Une recherche ESPER (Étude de cohorte proSPective des Enfants pRotégés), parallèle au programme PEGASE et coordonnée avec l’Inserm, permettra de comparer, dans une démarche quasiexpérimentale, l’évolution du « groupe traité » PEGASE et celle du « groupe témoin » ESPER, ne bénéficiant que de la prise en charge habituelle afin de sécuriser par cet apport scientifique la pérennité du programme PEGASE. Cette longue aventure nous conforte dans l’intuition que la recherche clinique en pédopsychiatrie est une nécessité existentielle tant pour la discipline que pour les enfants afin qu’ils obtiennent de meilleurs soins psychiques, basés sur une évaluation scientifique qui les rendent incontestables. Cela peut même parfois aboutir à inventer des politiques publiques quand cela s’avère nécessaire et justifié.
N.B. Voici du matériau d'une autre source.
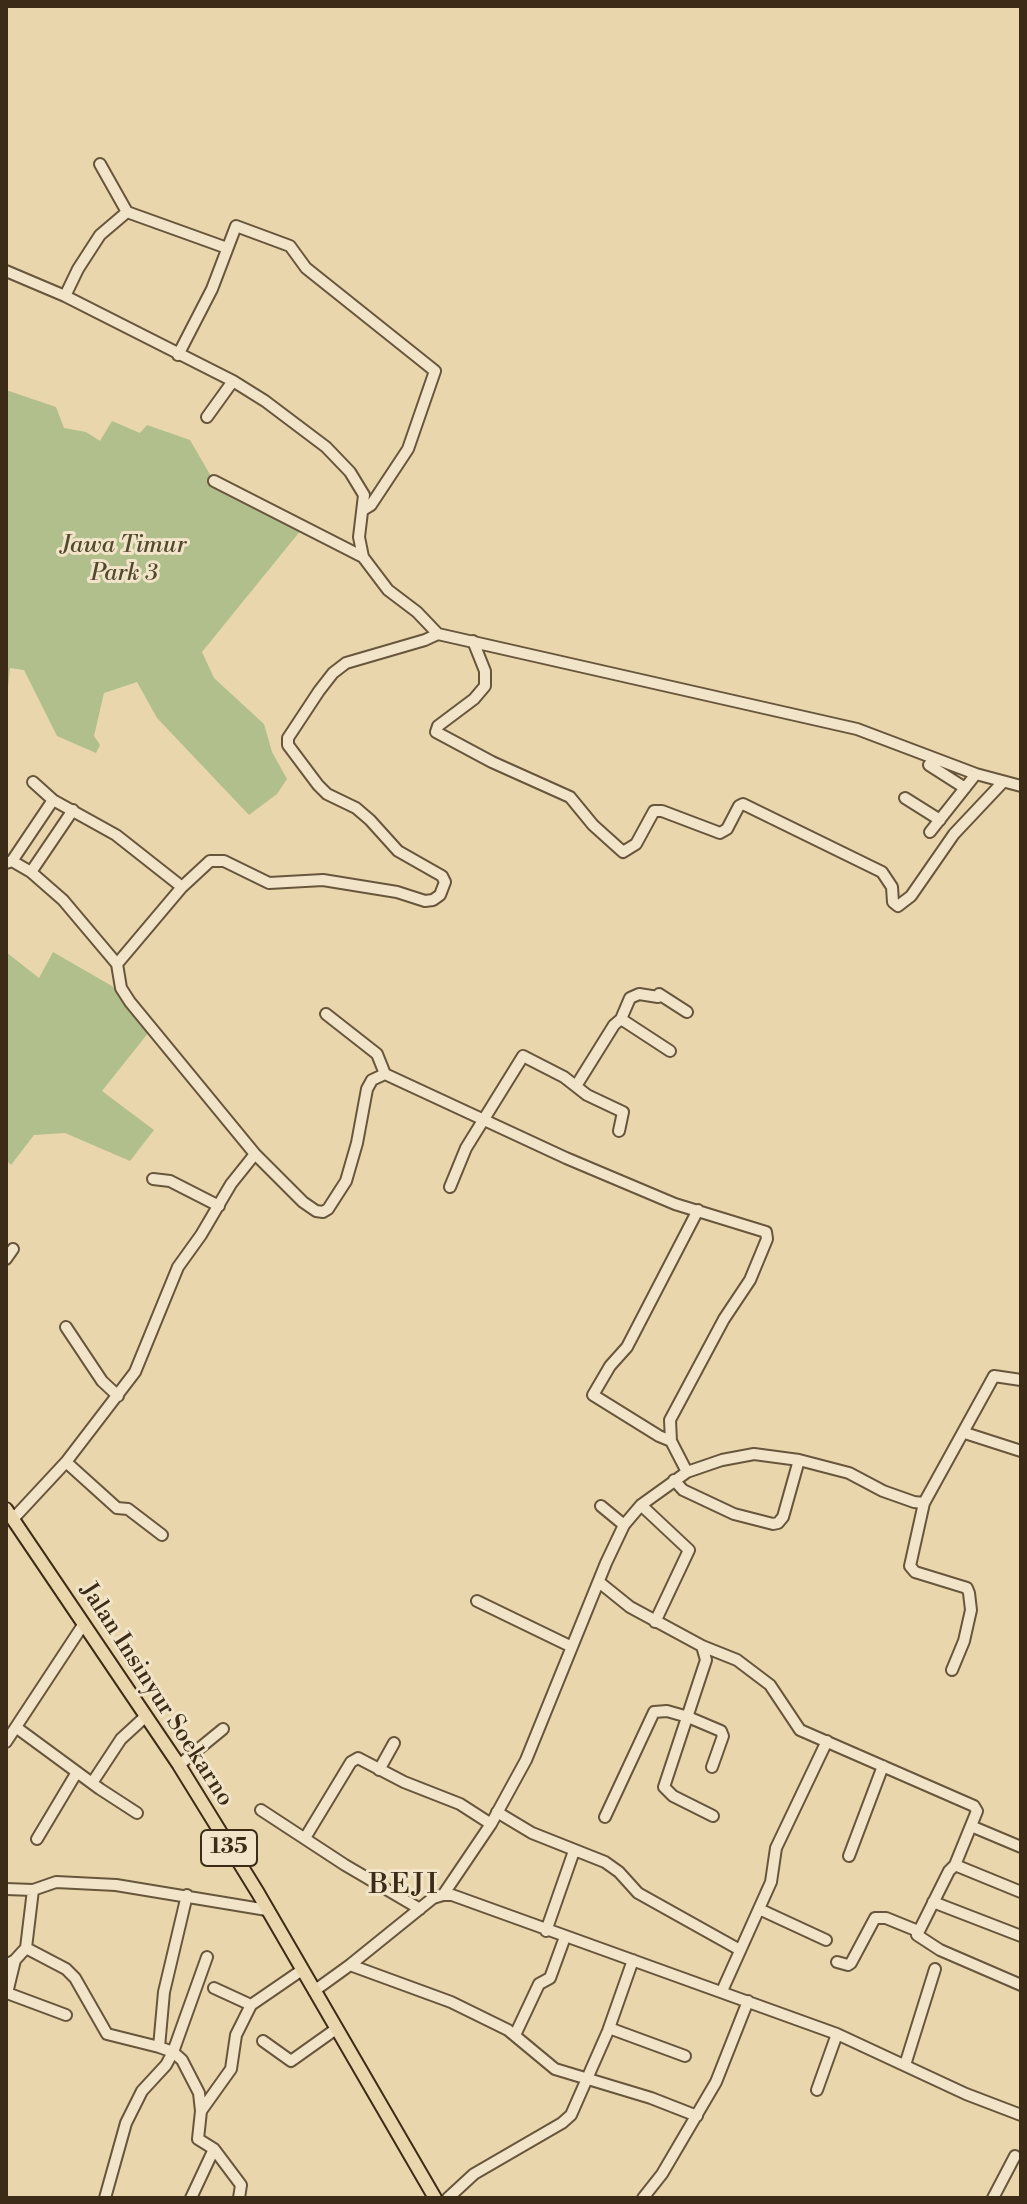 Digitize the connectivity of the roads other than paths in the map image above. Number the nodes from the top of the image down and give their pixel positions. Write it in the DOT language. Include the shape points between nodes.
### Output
graph roads {
  1 [pos="100,164"];
  2 [pos="127,212"];
  3 [pos="227,248"];
  4 [pos="6,271"];
  5 [pos="65,296"];
  6 [pos="178,355"];
  7 [pos="233,381"];
  8 [pos="207,417"];
  9 [pos="214,481"];
  10 [pos="363,510"];
  11 [pos="363,557"];
  12 [pos="438,634"];
  13 [pos="473,641"];
  14 [pos="929,765"];
  15 [pos="976,774"];
  16 [pos="33,782"];
  17 [pos="1003,782"];
  18 [pos="1021,786"];
  19 [pos="965,788"];
  20 [pos="905,798"];
  21 [pos="53,800"];
  22 [pos="73,810"];
  23 [pos="940,820"];
  24 [pos="930,832"];
  25 [pos="9,862"];
  26 [pos="31,872"];
  27 [pos="182,887"];
  28 [pos="117,964"];
  29 [pos="687,1012"];
  30 [pos="326,1014"];
  31 [pos="617,1022"];
  32 [pos="670,1051"];
  33 [pos="385,1074"];
  34 [pos="576,1086"];
  35 [pos="483,1120"];
  36 [pos="619,1131"];
  37 [pos="255,1154"];
  38 [pos="153,1179"];
  39 [pos="450,1187"];
  40 [pos="219,1206"];
  41 [pos="698,1210"];
  42 [pos="13,1249"];
  43 [pos="6,1259"];
  44 [pos="66,1327"];
  45 [pos="1021,1380"];
  46 [pos="118,1396"];
  47 [pos="965,1433"];
  48 [pos="671,1441"];
  49 [pos="1021,1451"];
  50 [pos="799,1460"];
  51 [pos="66,1462"];
  52 [pos="687,1472"];
  53 [pos="674,1480"];
  54 [pos="924,1503"];
  55 [pos="641,1505"];
  56 [pos="601,1506"];
  57 [pos="10,1514"];
  58 [pos="624,1525"];
  59 [pos="162,1535"];
  60 [pos="599,1582"];
  61 [pos="477,1601"];
  62 [pos="655,1622"];
  63 [pos="83,1625"];
  64 [pos="702,1646"];
  65 [pos="572,1647"];
  66 [pos="952,1670"];
  67 [pos="146,1716"];
  68 [pos="688,1717"];
  69 [pos="17,1728"];
  70 [pos="223,1729"];
  71 [pos="827,1741"];
  72 [pos="6,1742"];
  73 [pos="394,1743"];
  74 [pos="179,1765"];
  75 [pos="883,1766"];
  76 [pos="712,1767"];
  77 [pos="379,1770"];
  78 [pos="77,1772"];
  79 [pos="92,1783"];
  80 [pos="261,1810"];
  81 [pos="497,1812"];
  82 [pos="137,1813"];
  83 [pos="713,1816"];
  84 [pos="605,1817"];
  85 [pos="491,1824"];
  86 [pos="971,1826"];
  87 [pos="305,1838"];
  88 [pos="37,1839"];
  89 [pos="1021,1847"];
  90 [pos="574,1851"];
  91 [pos="849,1856"];
  92 [pos="955,1865"];
  93 [pos="6,1889"];
  94 [pos="33,1890"];
  95 [pos="1021,1892"];
  96 [pos="187,1895"];
  97 [pos="443,1895"];
  98 [pos="933,1902"];
  99 [pos="420,1909"];
  100 [pos="759,1909"];
  101 [pos="267,1910"];
  102 [pos="546,1931"];
  103 [pos="918,1931"];
  104 [pos="1021,1936"];
  105 [pos="565,1937"];
  106 [pos="826,1940"];
  107 [pos="26,1948"];
  108 [pos="740,1950"];
  109 [pos="207,1957"];
  110 [pos="633,1960"];
  111 [pos="11,1962"];
  112 [pos="837,1962"];
  113 [pos="350,1965"];
  114 [pos="935,1969"];
  115 [pos="302,1970"];
  116 [pos="1021,1985"];
  117 [pos="214,1988"];
  118 [pos="314,1991"];
  119 [pos="722,1991"];
  120 [pos="748,2001"];
  121 [pos="251,2005"];
  122 [pos="66,2015"];
  123 [pos="609,2028"];
  124 [pos="336,2029"];
  125 [pos="837,2034"];
  126 [pos="515,2035"];
  127 [pos="263,2041"];
  128 [pos="159,2047"];
  129 [pos="173,2052"];
  130 [pos="685,2056"];
  131 [pos="905,2065"];
  132 [pos="586,2078"];
  133 [pos="817,2090"];
  134 [pos="201,2111"];
  135 [pos="1021,2115"];
  136 [pos="697,2116"];
  137 [pos="214,2149"];
  138 [pos="1015,2156"];
  139 [pos="105,2198"];
  140 [pos="191,2198"];
  141 [pos="239,2198"];
  142 [pos="435,2198"];
  143 [pos="448,2198"];
  144 [pos="643,2198"];
  145 [pos="993,2198"];
  1 -- 2 [label="street"];
  2 -- 3 [label="street"];
  2 -- 5 [label="street" via="95,242"];
  3 -- 6 [label="street"];
  3 -- 10 [label="street" via="238,226 286,243 306,268 435,371 408,449"];
  4 -- 5 [label="street"];
  5 -- 6 [label="street"];
  6 -- 7 [label="street"];
  7 -- 8 [label="street"];
  7 -- 10 [label="street" via="338,459 361,488"];
  9 -- 11 [label="street"];
  10 -- 11 [label="street"];
  11 -- 12 [label="street" via="388,590"];
  12 -- 13 [label="street"];
  12 -- 27 [label="street" via="346,663 319,691 288,745 327,794 356,808 398,851 442,876 440,895 425,901 323,880 269,883 216,860"];
  13 -- 15 [label="street" via="857,729"];
  13 -- 17 [label="street" via="485,686 436,732 570,797 623,852 636,844 654,811 720,833 743,804 882,872 898,906"];
  14 -- 19 [label="street"];
  15 -- 17 [label="street"];
  15 -- 19 [label="street"];
  16 -- 21 [label="street"];
  17 -- 18 [label="street"];
  19 -- 23 [label="street"];
  20 -- 23 [label="street"];
  21 -- 22 [label="street"];
  21 -- 25 [label="street"];
  22 -- 26 [label="street"];
  22 -- 27 [label="street" via="116,835"];
  23 -- 24 [label="street"];
  25 -- 26 [label="street"];
  26 -- 28 [label="street" via="63,900"];
  27 -- 28 [label="street"];
  28 -- 37 [label="street" via="130,1002"];
  29 -- 31 [label="street" via="659,994 639,994 630,998"];
  30 -- 33 [label="street" via="377,1054"];
  31 -- 32 [label="street"];
  31 -- 34 [label="street"];
  33 -- 35 [label="street"];
  33 -- 37 [label="street" via="367,1089 346,1181 323,1212 303,1202"];
  34 -- 35 [label="street" via="523,1056"];
  34 -- 36 [label="street" via="623,1112"];
  35 -- 39 [label="street"];
  35 -- 41 [label="street"];
  37 -- 40 [label="street"];
  38 -- 40 [label="street" via="170,1181"];
  40 -- 46 [label="street" via="178,1267 143,1356"];
  41 -- 48 [label="street" via="627,1347 593,1395"];
  41 -- 48 [label="street" via="762,1229 767,1239 750,1280 676,1407 670,1420"];
  42 -- 43 [label="street"];
  44 -- 46 [label="street"];
  45 -- 47 [label="street" via="994,1376"];
  46 -- 51 [label="street"];
  47 -- 49 [label="street"];
  47 -- 54 [label="street"];
  48 -- 52 [label="street"];
  50 -- 52 [label="street" via="754,1454"];
  50 -- 53 [label="street" via="783,1517 773,1524 734,1514 683,1490"];
  50 -- 54 [label="street"];
  51 -- 57 [label="street"];
  51 -- 59 [label="street" via="117,1508 128,1509"];
  52 -- 53 [label="street"];
  53 -- 55 [label="street"];
  54 -- 66 [label="street" via="910,1566 969,1593 971,1610"];
  55 -- 58 [label="street"];
  55 -- 62 [label="street" via="689,1550"];
  56 -- 58 [label="street"];
  57 -- 63 [label="main road, Jalan Insinyur Soekarno / 135"];
  58 -- 60 [label="street"];
  60 -- 62 [label="street"];
  60 -- 65 [label="street"];
  61 -- 65 [label="street"];
  62 -- 64 [label="street"];
  63 -- 67 [label="main road, Jalan Insinyur Soekarno / 135"];
  63 -- 69 [label="street"];
  64 -- 68 [label="street" via="706,1660"];
  64 -- 71 [label="street" via="737,1660 777,1693 800,1730"];
  65 -- 81 [label="street" via="526,1760"];
  67 -- 74 [label="main road, Jalan Insinyur Soekarno / 135"];
  67 -- 79 [label="street" via="121,1739"];
  68 -- 76 [label="street" via="721,1731"];
  68 -- 83 [label="street" via="664,1787"];
  68 -- 84 [label="street" via="654,1712"];
  69 -- 72 [label="street"];
  69 -- 78 [label="street"];
  70 -- 74 [label="street"];
  71 -- 75 [label="street"];
  71 -- 100 [label="street" via="776,1848 771,1882"];
  73 -- 77 [label="street"];
  74 -- 101 [label="main road, Jalan Insinyur Soekarno / 135"];
  75 -- 86 [label="street" via="974,1806"];
  75 -- 91 [label="street"];
  77 -- 85 [label="street" via="449,1799"];
  77 -- 87 [label="street" via="358,1758 351,1762"];
  78 -- 79 [label="street"];
  78 -- 88 [label="street"];
  79 -- 82 [label="street"];
  80 -- 87 [label="street"];
  81 -- 85 [label="street"];
  81 -- 90 [label="street"];
  85 -- 97 [label="street"];
  86 -- 89 [label="street"];
  86 -- 92 [label="street"];
  87 -- 99 [label="street"];
  90 -- 102 [label="street"];
  90 -- 108 [label="street" via="605,1862 638,1893"];
  92 -- 95 [label="street"];
  92 -- 98 [label="street"];
  93 -- 94 [label="street"];
  94 -- 96 [label="street" via="56,1882"];
  94 -- 107 [label="street"];
  96 -- 101 [label="street"];
  96 -- 128 [label="street" via="164,1992"];
  97 -- 99 [label="street"];
  97 -- 102 [label="street" via="477,1902"];
  98 -- 103 [label="street"];
  98 -- 104 [label="street"];
  99 -- 113 [label="street"];
  100 -- 106 [label="street"];
  100 -- 108 [label="street"];
  101 -- 115 [label="main road, Jalan Insinyur Soekarno / 135"];
  102 -- 105 [label="street"];
  103 -- 112 [label="street" via="875,1918 851,1963"];
  103 -- 116 [label="street" via="918,1937 940,1950"];
  105 -- 110 [label="street"];
  105 -- 126 [label="street" via="551,1976 539,1984"];
  107 -- 111 [label="street"];
  107 -- 128 [label="street" via="75,1978 107,2034"];
  108 -- 119 [label="street"];
  109 -- 129 [label="street"];
  110 -- 119 [label="street"];
  110 -- 123 [label="street"];
  111 -- 122 [label="street" via="7,1993"];
  113 -- 118 [label="street"];
  113 -- 126 [label="street" via="451,2002"];
  114 -- 131 [label="street"];
  115 -- 118 [label="main road, Jalan Insinyur Soekarno / 135"];
  115 -- 121 [label="street"];
  117 -- 121 [label="street"];
  118 -- 124 [label="main road, Jalan Insinyur Soekarno / 135"];
  119 -- 120 [label="street"];
  120 -- 125 [label="street"];
  120 -- 136 [label="street"];
  121 -- 134 [label="street" via="236,2035 231,2069"];
  123 -- 130 [label="street"];
  123 -- 132 [label="street"];
  124 -- 127 [label="street" via="291,2061"];
  124 -- 142 [label="main road, Jalan Insinyur Soekarno / 135"];
  125 -- 131 [label="street"];
  125 -- 133 [label="street"];
  126 -- 132 [label="street" via="551,2067"];
  128 -- 129 [label="street"];
  129 -- 134 [label="street" via="199,2093"];
  129 -- 139 [label="street" via="142,2091 126,2123"];
  131 -- 135 [label="street"];
  132 -- 136 [label="street"];
  132 -- 143 [label="street" via="562,2123 474,2174"];
  134 -- 137 [label="street" via="198,2139"];
  136 -- 144 [label="street"];
  137 -- 140 [label="street"];
  137 -- 141 [label="street" via="241,2185"];
  138 -- 145 [label="street"];
} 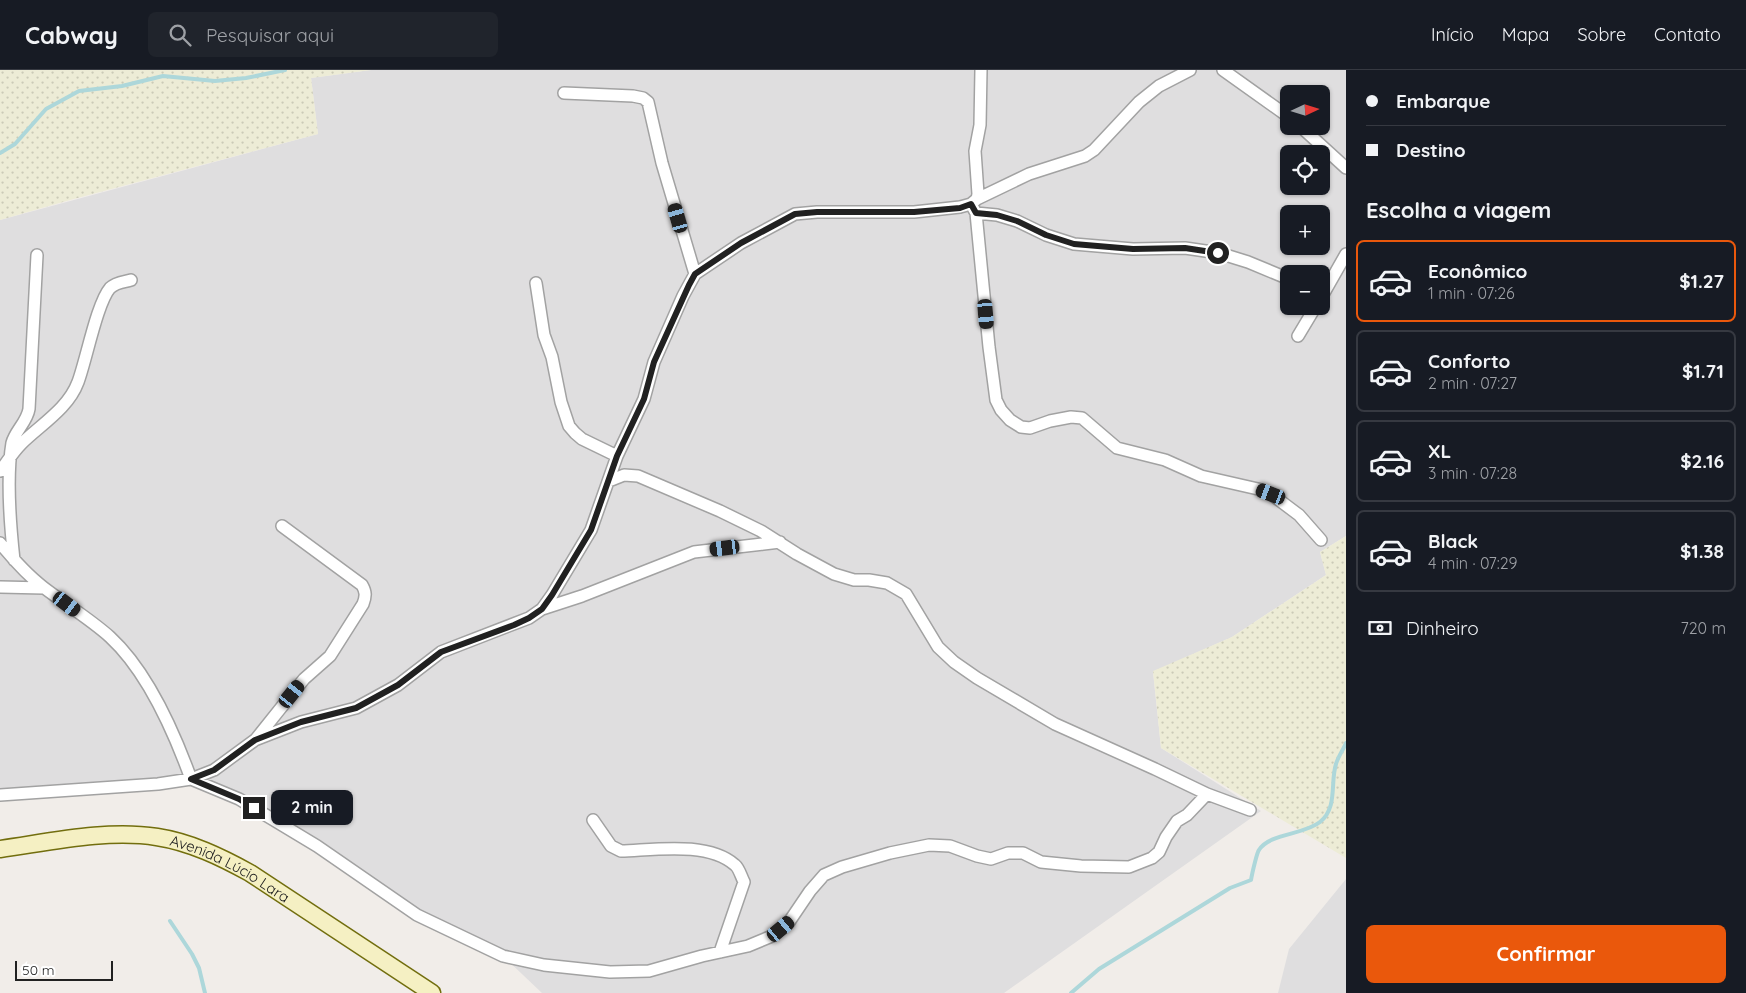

Le risque est grand, lors d’une première visite en pouponnière, de se voir happé par le désespoir devant le malheur des enfants et de se retrouver sidéré par l’immensité de la tâche qui nous attend face à ces enfants, quel que soit notre mode d’exercice professionnel. Ceci particulièrement dans cette période compliquée pour la pédopsychiatrie et le soin psychique aux enfants. Malgré tout, il nous reste toujours la faculté de penser et de travailler à inventer l’avenir et à améliorer les pratiques, pour le bien de tous les enfants. C’est possible !
Liens d’intérêt
Les auteurs déclarent n’avoir aucun lien d’intérêt concernant les données publiées dans cet article.